Lenny Abrahamson’s Room, based on Emma Donoghue's best-selling novel, is a beautiful and humane response to inhumanity
Joy (Brie Larson) and her five-year-old son, Jack (Jacob Tremblay), live in Room. To the mother, it's a prison cell barely two meters square; for the son, it's the whole universe.
Joy was kidnaped and placed here seven years ago. Jack was born here and hasn't stepped a foot outside. Their captor is known to them only as Old Nick, who Jack sees as some sort of malevolent but generous god who can magic food into existence and delivers Sunday treats. The boy's parentage isn't dwelled upon, but we can do the maths.
Lenny Abrahamson’s film is a beautiful and humane response to inhumanity. The versatile Irish filmmaker (his most recent work was moving oddball dramedy Frank) cannily presents the world from Jack's point of view, placing the camera at his eye level and keeping the framing tight to introduce us to his tiny world, which includes an anthropomorphised community of inanimate objects – including chair one, table, sink, wardrobe, chair two – and not a lot else.

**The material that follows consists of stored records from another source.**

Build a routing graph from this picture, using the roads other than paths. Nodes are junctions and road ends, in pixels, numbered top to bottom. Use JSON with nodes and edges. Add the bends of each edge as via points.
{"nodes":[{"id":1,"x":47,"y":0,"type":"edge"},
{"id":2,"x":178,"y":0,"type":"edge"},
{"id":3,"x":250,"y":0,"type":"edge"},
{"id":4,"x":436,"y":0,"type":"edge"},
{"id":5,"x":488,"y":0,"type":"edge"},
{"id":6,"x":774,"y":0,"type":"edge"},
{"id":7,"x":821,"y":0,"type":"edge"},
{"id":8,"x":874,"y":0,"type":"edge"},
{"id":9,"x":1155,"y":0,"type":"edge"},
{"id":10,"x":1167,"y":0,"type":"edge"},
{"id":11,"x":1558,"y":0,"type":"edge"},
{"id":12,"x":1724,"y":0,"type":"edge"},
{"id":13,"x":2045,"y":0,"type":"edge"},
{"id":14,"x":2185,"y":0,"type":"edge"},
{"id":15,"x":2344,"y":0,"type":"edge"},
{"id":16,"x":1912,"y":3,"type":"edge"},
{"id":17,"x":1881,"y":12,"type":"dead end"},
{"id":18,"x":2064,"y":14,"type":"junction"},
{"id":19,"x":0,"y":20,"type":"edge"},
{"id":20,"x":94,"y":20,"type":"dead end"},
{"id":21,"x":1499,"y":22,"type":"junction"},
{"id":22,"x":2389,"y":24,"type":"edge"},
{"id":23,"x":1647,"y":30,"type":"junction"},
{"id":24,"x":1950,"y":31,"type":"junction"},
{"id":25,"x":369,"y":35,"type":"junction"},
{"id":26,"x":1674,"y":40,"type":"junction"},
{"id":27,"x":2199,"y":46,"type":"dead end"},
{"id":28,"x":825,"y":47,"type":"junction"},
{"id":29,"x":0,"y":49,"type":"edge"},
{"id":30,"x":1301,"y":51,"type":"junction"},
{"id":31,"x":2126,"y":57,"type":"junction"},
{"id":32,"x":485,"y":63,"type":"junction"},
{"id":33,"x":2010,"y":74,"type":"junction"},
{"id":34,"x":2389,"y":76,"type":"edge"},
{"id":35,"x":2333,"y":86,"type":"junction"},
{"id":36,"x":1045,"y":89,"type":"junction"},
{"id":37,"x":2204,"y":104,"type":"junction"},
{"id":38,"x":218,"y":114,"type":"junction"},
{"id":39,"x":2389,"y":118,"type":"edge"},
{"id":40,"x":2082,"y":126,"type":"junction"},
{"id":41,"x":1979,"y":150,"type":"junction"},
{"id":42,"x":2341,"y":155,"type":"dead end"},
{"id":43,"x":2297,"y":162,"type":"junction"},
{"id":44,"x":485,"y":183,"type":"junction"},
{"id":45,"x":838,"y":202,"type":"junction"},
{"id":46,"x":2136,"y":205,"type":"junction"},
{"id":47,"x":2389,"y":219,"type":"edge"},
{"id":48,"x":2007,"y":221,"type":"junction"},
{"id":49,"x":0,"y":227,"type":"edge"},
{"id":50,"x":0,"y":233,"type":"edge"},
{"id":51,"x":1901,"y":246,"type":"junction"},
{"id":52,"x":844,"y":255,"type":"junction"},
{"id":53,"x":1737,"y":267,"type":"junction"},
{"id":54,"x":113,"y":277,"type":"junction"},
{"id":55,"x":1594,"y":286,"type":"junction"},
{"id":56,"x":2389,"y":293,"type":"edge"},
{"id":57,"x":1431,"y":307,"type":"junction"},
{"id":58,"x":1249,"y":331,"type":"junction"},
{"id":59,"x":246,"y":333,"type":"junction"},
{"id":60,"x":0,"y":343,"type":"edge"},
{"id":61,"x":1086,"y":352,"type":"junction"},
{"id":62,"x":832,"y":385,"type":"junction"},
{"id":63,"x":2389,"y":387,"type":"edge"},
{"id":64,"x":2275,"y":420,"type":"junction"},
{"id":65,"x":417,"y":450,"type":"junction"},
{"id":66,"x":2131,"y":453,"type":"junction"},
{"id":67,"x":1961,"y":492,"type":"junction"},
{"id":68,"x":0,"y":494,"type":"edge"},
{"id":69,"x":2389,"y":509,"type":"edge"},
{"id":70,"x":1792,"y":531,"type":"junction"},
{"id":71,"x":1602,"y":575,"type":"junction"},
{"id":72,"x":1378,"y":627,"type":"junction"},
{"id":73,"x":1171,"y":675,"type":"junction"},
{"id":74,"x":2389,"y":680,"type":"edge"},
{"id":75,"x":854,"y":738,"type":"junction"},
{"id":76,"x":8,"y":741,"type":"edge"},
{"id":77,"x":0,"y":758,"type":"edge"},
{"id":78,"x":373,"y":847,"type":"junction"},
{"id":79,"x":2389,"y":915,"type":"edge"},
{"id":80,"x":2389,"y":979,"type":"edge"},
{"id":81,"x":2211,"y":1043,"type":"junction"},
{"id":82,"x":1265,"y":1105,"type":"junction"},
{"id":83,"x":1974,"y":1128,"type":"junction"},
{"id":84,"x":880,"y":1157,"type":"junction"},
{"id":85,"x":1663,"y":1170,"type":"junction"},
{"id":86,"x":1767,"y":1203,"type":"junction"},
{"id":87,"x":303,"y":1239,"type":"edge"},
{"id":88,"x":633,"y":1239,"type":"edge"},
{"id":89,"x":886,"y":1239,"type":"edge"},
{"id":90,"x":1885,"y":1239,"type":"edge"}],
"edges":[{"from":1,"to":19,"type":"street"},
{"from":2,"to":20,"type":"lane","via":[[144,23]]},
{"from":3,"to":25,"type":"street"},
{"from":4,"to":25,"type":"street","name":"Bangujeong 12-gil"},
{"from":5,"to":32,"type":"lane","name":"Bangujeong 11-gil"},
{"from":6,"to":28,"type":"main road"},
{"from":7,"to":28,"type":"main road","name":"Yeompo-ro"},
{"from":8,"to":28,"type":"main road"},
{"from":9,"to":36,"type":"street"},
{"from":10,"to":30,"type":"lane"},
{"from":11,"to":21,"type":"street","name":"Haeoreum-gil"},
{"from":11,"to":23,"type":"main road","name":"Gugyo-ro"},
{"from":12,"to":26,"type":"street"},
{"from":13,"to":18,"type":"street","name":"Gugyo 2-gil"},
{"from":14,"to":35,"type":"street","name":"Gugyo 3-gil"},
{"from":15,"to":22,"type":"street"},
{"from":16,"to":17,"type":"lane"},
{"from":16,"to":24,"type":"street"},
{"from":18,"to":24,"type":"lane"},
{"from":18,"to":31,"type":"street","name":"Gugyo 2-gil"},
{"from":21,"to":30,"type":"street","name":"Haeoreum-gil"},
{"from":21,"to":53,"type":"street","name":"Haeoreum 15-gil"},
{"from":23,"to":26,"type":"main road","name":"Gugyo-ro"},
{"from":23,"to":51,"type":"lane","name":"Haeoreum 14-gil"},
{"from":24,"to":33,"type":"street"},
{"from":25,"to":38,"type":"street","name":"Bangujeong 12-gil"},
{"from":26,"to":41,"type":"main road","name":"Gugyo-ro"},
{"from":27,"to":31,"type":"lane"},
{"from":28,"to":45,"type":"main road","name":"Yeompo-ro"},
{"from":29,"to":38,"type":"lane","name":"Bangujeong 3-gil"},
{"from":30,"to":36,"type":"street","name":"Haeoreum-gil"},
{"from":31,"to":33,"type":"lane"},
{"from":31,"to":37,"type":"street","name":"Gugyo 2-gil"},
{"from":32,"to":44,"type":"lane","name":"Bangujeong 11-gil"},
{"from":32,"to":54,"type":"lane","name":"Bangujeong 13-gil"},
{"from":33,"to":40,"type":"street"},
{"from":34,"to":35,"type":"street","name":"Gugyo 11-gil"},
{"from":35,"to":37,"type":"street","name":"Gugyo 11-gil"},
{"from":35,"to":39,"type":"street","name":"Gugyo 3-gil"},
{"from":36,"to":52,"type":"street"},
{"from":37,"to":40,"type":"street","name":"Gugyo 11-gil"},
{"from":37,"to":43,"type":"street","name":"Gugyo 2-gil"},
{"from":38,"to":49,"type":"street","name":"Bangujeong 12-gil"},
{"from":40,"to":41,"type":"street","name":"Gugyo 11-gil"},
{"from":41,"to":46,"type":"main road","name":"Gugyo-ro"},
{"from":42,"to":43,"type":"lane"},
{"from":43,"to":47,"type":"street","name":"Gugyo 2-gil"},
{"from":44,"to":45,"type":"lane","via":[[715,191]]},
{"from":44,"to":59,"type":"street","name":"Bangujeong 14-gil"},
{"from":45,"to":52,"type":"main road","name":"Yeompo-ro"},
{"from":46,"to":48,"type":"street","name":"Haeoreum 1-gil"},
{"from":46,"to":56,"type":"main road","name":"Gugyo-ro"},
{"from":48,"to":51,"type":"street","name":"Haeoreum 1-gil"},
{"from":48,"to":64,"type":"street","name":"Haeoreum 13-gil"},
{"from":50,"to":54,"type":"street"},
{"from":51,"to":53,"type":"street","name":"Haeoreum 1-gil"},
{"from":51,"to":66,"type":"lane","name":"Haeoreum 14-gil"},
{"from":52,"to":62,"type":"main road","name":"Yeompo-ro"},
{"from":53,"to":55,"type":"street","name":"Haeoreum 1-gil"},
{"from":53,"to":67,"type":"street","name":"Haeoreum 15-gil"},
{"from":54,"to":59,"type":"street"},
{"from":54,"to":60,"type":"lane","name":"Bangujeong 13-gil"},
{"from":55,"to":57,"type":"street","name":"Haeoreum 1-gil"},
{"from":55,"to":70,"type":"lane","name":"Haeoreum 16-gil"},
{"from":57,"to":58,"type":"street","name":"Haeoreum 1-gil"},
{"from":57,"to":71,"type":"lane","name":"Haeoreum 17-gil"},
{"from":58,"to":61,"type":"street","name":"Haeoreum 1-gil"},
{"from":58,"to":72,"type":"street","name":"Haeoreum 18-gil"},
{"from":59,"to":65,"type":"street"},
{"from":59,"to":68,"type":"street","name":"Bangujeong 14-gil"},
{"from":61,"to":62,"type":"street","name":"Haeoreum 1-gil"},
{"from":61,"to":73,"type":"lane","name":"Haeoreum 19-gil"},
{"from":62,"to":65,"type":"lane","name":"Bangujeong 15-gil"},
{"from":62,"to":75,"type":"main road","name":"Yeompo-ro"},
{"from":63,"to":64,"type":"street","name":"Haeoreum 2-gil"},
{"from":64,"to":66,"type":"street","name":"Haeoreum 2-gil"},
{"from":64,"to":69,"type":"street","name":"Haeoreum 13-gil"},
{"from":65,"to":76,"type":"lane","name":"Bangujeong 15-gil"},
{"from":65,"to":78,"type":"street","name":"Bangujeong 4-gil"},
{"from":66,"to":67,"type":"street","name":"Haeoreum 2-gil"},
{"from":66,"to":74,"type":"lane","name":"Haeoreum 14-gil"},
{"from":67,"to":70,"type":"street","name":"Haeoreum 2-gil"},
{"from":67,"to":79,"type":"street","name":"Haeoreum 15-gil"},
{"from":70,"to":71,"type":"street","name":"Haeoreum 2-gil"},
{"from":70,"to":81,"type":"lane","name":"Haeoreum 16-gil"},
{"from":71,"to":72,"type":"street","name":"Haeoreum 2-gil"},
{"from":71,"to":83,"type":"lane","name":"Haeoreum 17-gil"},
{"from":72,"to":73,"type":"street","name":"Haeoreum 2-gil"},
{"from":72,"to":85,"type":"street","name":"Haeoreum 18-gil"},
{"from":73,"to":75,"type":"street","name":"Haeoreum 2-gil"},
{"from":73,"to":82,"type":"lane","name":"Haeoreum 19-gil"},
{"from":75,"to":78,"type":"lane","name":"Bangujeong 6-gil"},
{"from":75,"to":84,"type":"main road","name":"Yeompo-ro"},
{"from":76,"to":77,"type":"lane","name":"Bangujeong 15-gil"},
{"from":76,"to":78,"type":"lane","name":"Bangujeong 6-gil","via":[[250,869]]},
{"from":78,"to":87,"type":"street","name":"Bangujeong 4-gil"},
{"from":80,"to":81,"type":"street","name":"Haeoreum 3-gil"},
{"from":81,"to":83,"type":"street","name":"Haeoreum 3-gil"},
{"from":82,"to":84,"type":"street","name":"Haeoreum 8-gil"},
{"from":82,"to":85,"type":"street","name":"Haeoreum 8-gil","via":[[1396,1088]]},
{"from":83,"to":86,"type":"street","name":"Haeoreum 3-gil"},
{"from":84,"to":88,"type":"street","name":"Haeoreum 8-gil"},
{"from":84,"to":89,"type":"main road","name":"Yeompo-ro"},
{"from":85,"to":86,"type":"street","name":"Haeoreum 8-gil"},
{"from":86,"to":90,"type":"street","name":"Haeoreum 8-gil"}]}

As far as Jack is concerned, beyond his door is outer space: a colorful two dimensional fantasy that’s beamed on to their flickering cathode rays TV showing unreal things like trees, oceans, animals and other humans.
There’s a twist: Jack is happy in his ignorance. He’s the master of his limited domaine and through his eyes we see Room’s wonder; we understand his delight at a brittle snake made out of egg shells or the thrill of a melted plastic spoon. But every close up of the haunted Larson brings us back to reality. Like any parent, she’s shielding her child from the horrors of the world. But even when she lets slip her frustrations at their pitiful lot, Jack doesn’t want to hear it. “Room’s not stinky,” he tells his exasperated mother. “Only when you fart.”
Room is a diptych, and spins off in a completely different direction in its second half. For those who haven’t read Emma Donoghue's best-selling book from which the film is adapted (all three of you), we won’t spoil what happens here. But we will say that it blossoms into an equally compelling celebration of the resilience of the human condition.
Abrahamson works wonders with the actors, getting one of the all-time great child performances from Tremblay, whose vivid voiceover and air of sheltered kookiness can’t have come easy. Equally brilliant is Larson, whose constantly communicating several conflicting emotions at once. If there’s one flaw, it’s an over-reliance on Stephen Rennicks’ score. We don’t need to hear cloying piano chords to perceive Jack’s wonder at the world or feel Joy’s pain, we just need to glimpse the faces of the actors playing them.